Opinion

Biden à propos de son premier grand discours à la nation

Atalayar_Joe Biden

Le président américain atteint son 50e jour à la tête des États-Unis. Et il est temps d'arrêter les machines et de s'adresser au pays en prime time, à huit heures du soir sur la côte ouest, en tête des grands programmes d'information à la télévision. Ce sera la première fois que le président prendra la parole depuis le Bureau ovale pour s'adresser à une nation qui fait ses devoirs et qui regarde fièrement comment chacun répond au défi de la pandémie. Il y a maintenant exactement un an que les autorités sanitaires ont déclaré une pandémie mondiale.

Les chiffres plus généraux de la situation aux États-Unis se vérifient pour le pays auquel Biden s'adressera ce soir. Plus d'un demi-million de personnes sont mortes aux États-Unis, l'un des pays les plus durement touchés en termes de décès et de nombre d'infections. Mais il y a de la lumière au bout du tunnel. La campagne de vaccination atteint des niveaux de pénétration surprenants, dépassant même ceux d'Israël, le pays qui surprend le monde par sa fiabilité dans la vaccination de la population. Cent millions de doses supplémentaires seront achetées à Johnson & Johnson pour que ce que nous, Européens, subissons ne se produise pas, des vaccinations freinées et annulées par une gestion politique infâme.

L'économie a chuté de 3,5 % au cours de l'année de la pandémie, le pire chiffre depuis la victoire de la Seconde Guerre mondiale.
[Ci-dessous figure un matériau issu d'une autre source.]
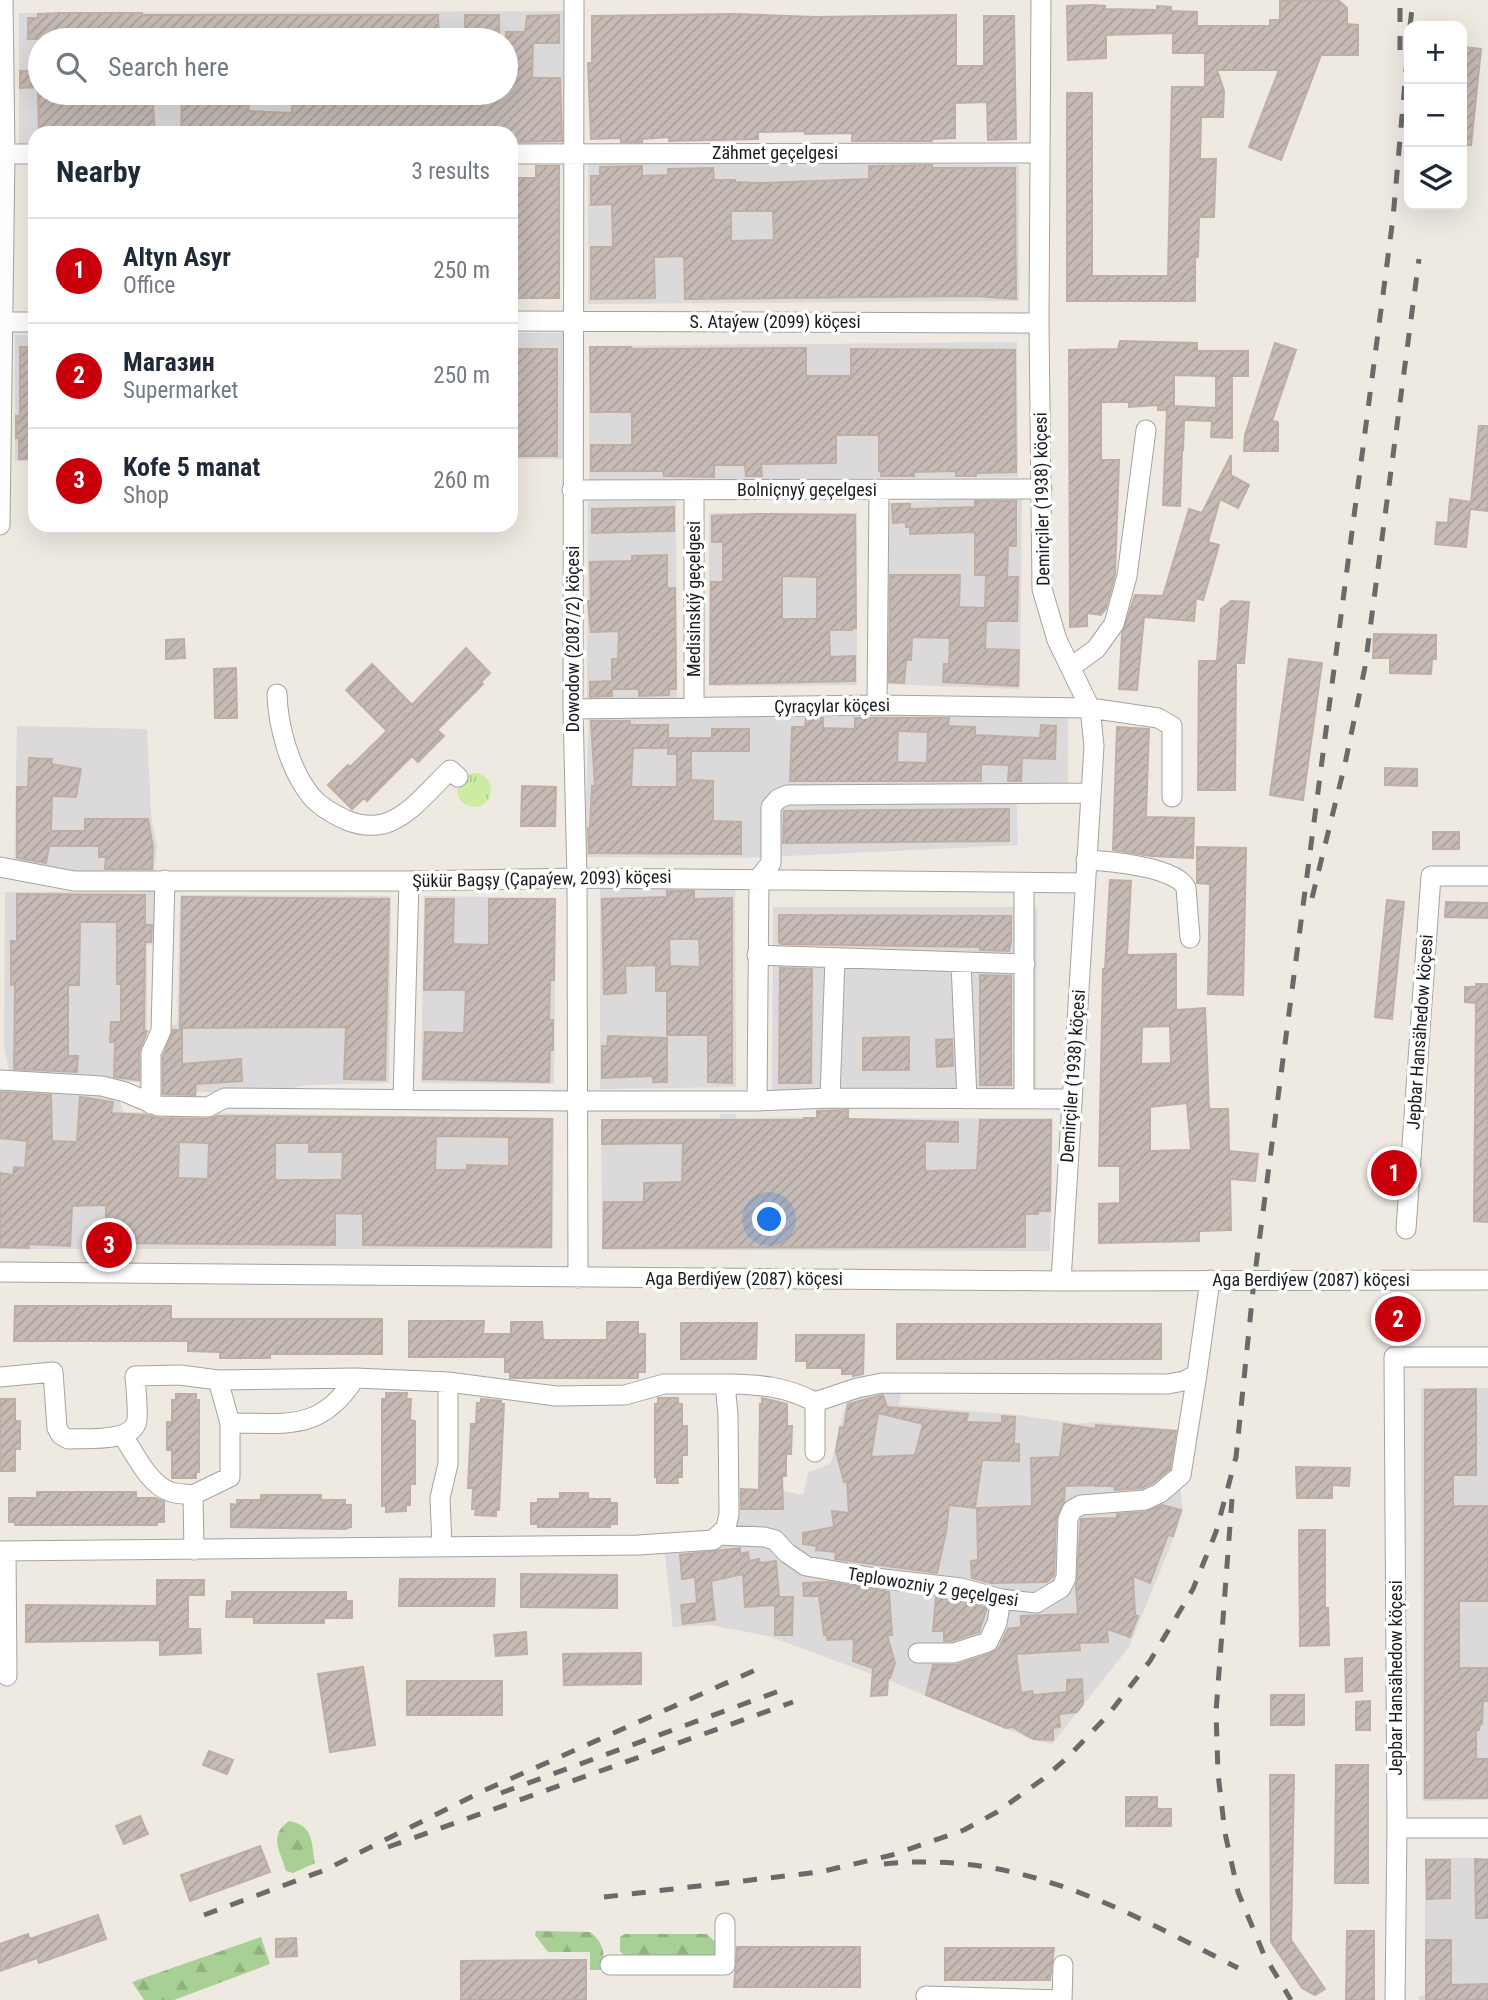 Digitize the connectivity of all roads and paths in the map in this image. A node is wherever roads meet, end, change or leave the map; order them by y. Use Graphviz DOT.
graph roads {
  1 [pos="3,0"];
  2 [pos="574,0"];
  3 [pos="1041,0"];
  4 [pos="1039,153"];
  5 [pos="5,154"];
  6 [pos="28,154"];
  7 [pos="518,154"];
  8 [pos="574,154"];
  9 [pos="572,320"];
  10 [pos="518,321"];
  11 [pos="1,322"];
  12 [pos="28,322"];
  13 [pos="1039,323"];
  14 [pos="1146,430"];
  15 [pos="1042,489"];
  16 [pos="572,490"];
  17 [pos="694,490"];
  18 [pos="879,491"];
  19 [pos="0,525"];
  20 [pos="1071,667"];
  21 [pos="277,694"];
  22 [pos="877,705"];
  23 [pos="694,707"];
  24 [pos="1090,708"];
  25 [pos="573,709"];
  26 [pos="457,776"];
  27 [pos="1090,793"];
  28 [pos="1172,797"];
  29 [pos="1086,860"];
  30 [pos="0,867"];
  31 [pos="1488,876"];
  32 [pos="577,878"];
  33 [pos="759,878"];
  34 [pos="165,880"];
  35 [pos="410,881"];
  36 [pos="1024,883"];
  37 [pos="1085,883"];
  38 [pos="1190,938"];
  39 [pos="757,956"];
  40 [pos="835,958"];
  41 [pos="961,963"];
  42 [pos="1025,964"];
  43 [pos="0,1080"];
  44 [pos="830,1098"];
  45 [pos="402,1099"];
  46 [pos="967,1099"];
  47 [pos="1024,1099"];
  48 [pos="1070,1099"];
  49 [pos="578,1101"];
  50 [pos="757,1101"];
  51 [pos="151,1104"];
  52 [pos="1406,1229"];
  53 [pos="0,1272"];
  54 [pos="578,1278"];
  55 [pos="1210,1280"];
  56 [pos="1488,1280"];
  57 [pos="1061,1281"];
  58 [pos="1488,1357"];
  59 [pos="1197,1374"];
  60 [pos="0,1377"];
  61 [pos="355,1378"];
  62 [pos="218,1380"];
  63 [pos="448,1382"];
  64 [pos="725,1384"];
  65 [pos="815,1402"];
  66 [pos="230,1423"];
  67 [pos="123,1436"];
  68 [pos="815,1452"];
  69 [pos="194,1495"];
  70 [pos="719,1535"];
  71 [pos="442,1546"];
  72 [pos="194,1550"];
  73 [pos="3,1551"];
  74 [pos="1001,1599"];
  75 [pos="918,1653"];
  76 [pos="7,1676"];
  77 [pos="1397,1828"];
  78 [pos="1488,1828"];
  79 [pos="724,1923"];
  80 [pos="610,1965"];
  81 [pos="1063,1965"];
  82 [pos="926,1996"];
  83 [pos="1395,2000"];
  1 -- 5 [label="street"];
  2 -- 8 [label="street, Dowodow (2087/2) köçesi"];
  3 -- 4 [label="street, Demirçiler (1938) köçesi"];
  4 -- 8 [label="street, Zähmet geçelgesi"];
  4 -- 13 [label="street, Demirçiler (1938) köçesi"];
  5 -- 6 [label="street"];
  5 -- 11 [label="street"];
  7 -- 8 [label="street, Zähmet geçelgesi"];
  8 -- 9 [label="street, Dowodow (2087/2) köçesi"];
  9 -- 10 [label="street, S. Ataýew (2099) köçesi"];
  9 -- 13 [label="street, S. Ataýew (2099) köçesi"];
  9 -- 16 [label="street, Dowodow (2087/2) köçesi"];
  11 -- 12 [label="street"];
  11 -- 19 [label="street"];
  13 -- 15 [label="street, Demirçiler (1938) köçesi"];
  14 -- 20 [label="street"];
  15 -- 18 [label="street, Bolniçnyý geçelgesi"];
  15 -- 20 [label="street, Demirçiler (1938) köçesi"];
  16 -- 17 [label="street, Bolniçnyý geçelgesi"];
  16 -- 25 [label="street, Dowodow (2087/2) köçesi"];
  17 -- 18 [label="street, Bolniçnyý geçelgesi"];
  17 -- 23 [label="street, Medisinskiý geçelgesi"];
  18 -- 22 [label="street"];
  20 -- 24 [label="street, Demirçiler (1938) köçesi"];
  21 -- 26 [label="street"];
  22 -- 23 [label="street, Çyraçylar köçesi"];
  22 -- 24 [label="street, Çyraçylar köçesi"];
  23 -- 25 [label="street, Çyraçylar köçesi"];
  24 -- 27 [label="street, Demirçiler (1938) köçesi"];
  24 -- 28 [label="street, Çyraçylar köçesi"];
  25 -- 32 [label="street, Dowodow (2087/2) köçesi"];
  27 -- 29 [label="street, Demirçiler (1938) köçesi"];
  27 -- 33 [label="street"];
  29 -- 37 [label="street, Demirçiler (1938) köçesi"];
  29 -- 38 [label="street"];
  30 -- 34 [label="street, Şükür Bagşy (Çapaýew, 2093) köçesi"];
  31 -- 52 [label="street, Jepbar Hansähedow köçesi"];
  32 -- 33 [label="street, Şükür Bagşy (Çapaýew, 2093) köçesi"];
  32 -- 35 [label="street, Şükür Bagşy (Çapaýew, 2093) köçesi"];
  32 -- 49 [label="street, Dowodow (2087/2) köçesi"];
  33 -- 36 [label="street, Şükür Bagşy (Çapaýew, 2093) köçesi"];
  33 -- 39 [label="street"];
  34 -- 35 [label="street, Şükür Bagşy (Çapaýew, 2093) köçesi"];
  34 -- 51 [label="street"];
  35 -- 45 [label="street"];
  36 -- 37 [label="street, Şükür Bagşy (Çapaýew, 2093) köçesi"];
  36 -- 42 [label="street"];
  37 -- 48 [label="street, Demirçiler (1938) köçesi"];
  39 -- 40 [label="street"];
  39 -- 50 [label="street"];
  40 -- 41 [label="street"];
  40 -- 44 [label="street"];
  41 -- 42 [label="street"];
  41 -- 46 [label="street"];
  42 -- 47 [label="street"];
  43 -- 51 [label="street"];
  44 -- 46 [label="street"];
  44 -- 50 [label="street"];
  45 -- 49 [label="street"];
  45 -- 51 [label="street"];
  46 -- 47 [label="street"];
  47 -- 48 [label="street"];
  48 -- 57 [label="street, Demirçiler (1938) köçesi"];
  49 -- 50 [label="street"];
  49 -- 54 [label="street, Dowodow (2087/2) köçesi"];
  53 -- 54 [label="street, Aga Berdiýew (2087) köçesi"];
  54 -- 57 [label="street, Aga Berdiýew (2087) köçesi"];
  55 -- 56 [label="street, Aga Berdiýew (2087) köçesi"];
  55 -- 57 [label="street, Aga Berdiýew (2087) köçesi"];
  55 -- 59 [label="street"];
  58 -- 77 [label="street, Jepbar Hansähedow köçesi"];
  59 -- 65 [label="street"];
  59 -- 74 [label="street, Teplowozniy 2 geçelgesi"];
  60 -- 67 [label="street"];
  61 -- 62 [label="street"];
  61 -- 63 [label="street"];
  61 -- 66 [label="street"];
  62 -- 66 [label="street"];
  62 -- 67 [label="street"];
  63 -- 64 [label="street"];
  63 -- 71 [label="street"];
  64 -- 65 [label="street"];
  64 -- 70 [label="street"];
  65 -- 68 [label="street"];
  66 -- 69 [label="street"];
  67 -- 69 [label="street"];
  69 -- 72 [label="street"];
  70 -- 71 [label="street, Teplowozniy 2 geçelgesi"];
  70 -- 74 [label="street, Teplowozniy 2 geçelgesi"];
  71 -- 72 [label="street, Teplowozniy 2 geçelgesi"];
  72 -- 73 [label="street, Teplowozniy 2 geçelgesi"];
  73 -- 76 [label="street"];
  74 -- 75 [label="street"];
  77 -- 78 [label="street"];
  77 -- 83 [label="street, Jepbar Hansähedow köçesi"];
  79 -- 80 [label="street"];
  81 -- 82 [label="street"];
}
La généreuse édulcoration du plan de près de deux mille milliards de dollars récemment approuvé par la Chambre des représentants confirme que toutes les ressources ont été mises au service de la relance. Les citoyens reçoivent ces jours-ci des chèques individuels par famille dans le cadre d'un plan d'aide directe, non pas aux entreprises ou aux commerces comme le proposent l'Europe et l'Espagne, mais aux unités familiales. Jusqu'à 400 000 millions de dollars circuleront par cette procédure afin que l'économie ne s'arrête pas et que réellement, sans faux slogans ni fausses réalités, personne ne soit laissé pour compte. Les écoles, quant à elles, recevront 126 milliards de plus, afin de pouvoir rouvrir et dispenser un enseignement ininterrompu. Pas d'interventionnisme lorsqu'il n'y a pas d'urgence, mais des décisions fermes pour sauver le pays lorsque des événements imprévus se produisent. Un pays admirable, celui que Biden aborde ce soir, dans tous les extrêmes que nous voulons analyser.

Il est facile d'imaginer le rythme de travail que le président a mis dans ses cinquante premiers jours à la Maison Blanche. Rien à voir avec le Joe endormi que le désormais préretraité Donald Trump a ridiculisé pendant la campagne. Il a également fait ses premiers pas en politique étrangère, avec des avertissements importants à la Chine et à l'Iran, y compris des bombardements. Le mandat commence de manière hyperactive, répondant aux désirs de Biden de rompre avec l'étape précédente et de répandre des voiles d'espoir sur la moitié de la population américaine, étant donné que l'autre moitié semble plus ou moins fidèle au républicain et à ses méthodes. La semaine prochaine aura lieu la première réunion de haut niveau de son administration avec Pékin, avec Anthony Blinken à la tête d'un rendez-vous dont la capitale de l'État d'Alaska, Anchorage, a été choisie comme cadre. Lors de cette réunion, nous commencerons à entrevoir à quel point la relation avec le géant asiatique sera houleuse dans des aspects clés des relations internationales.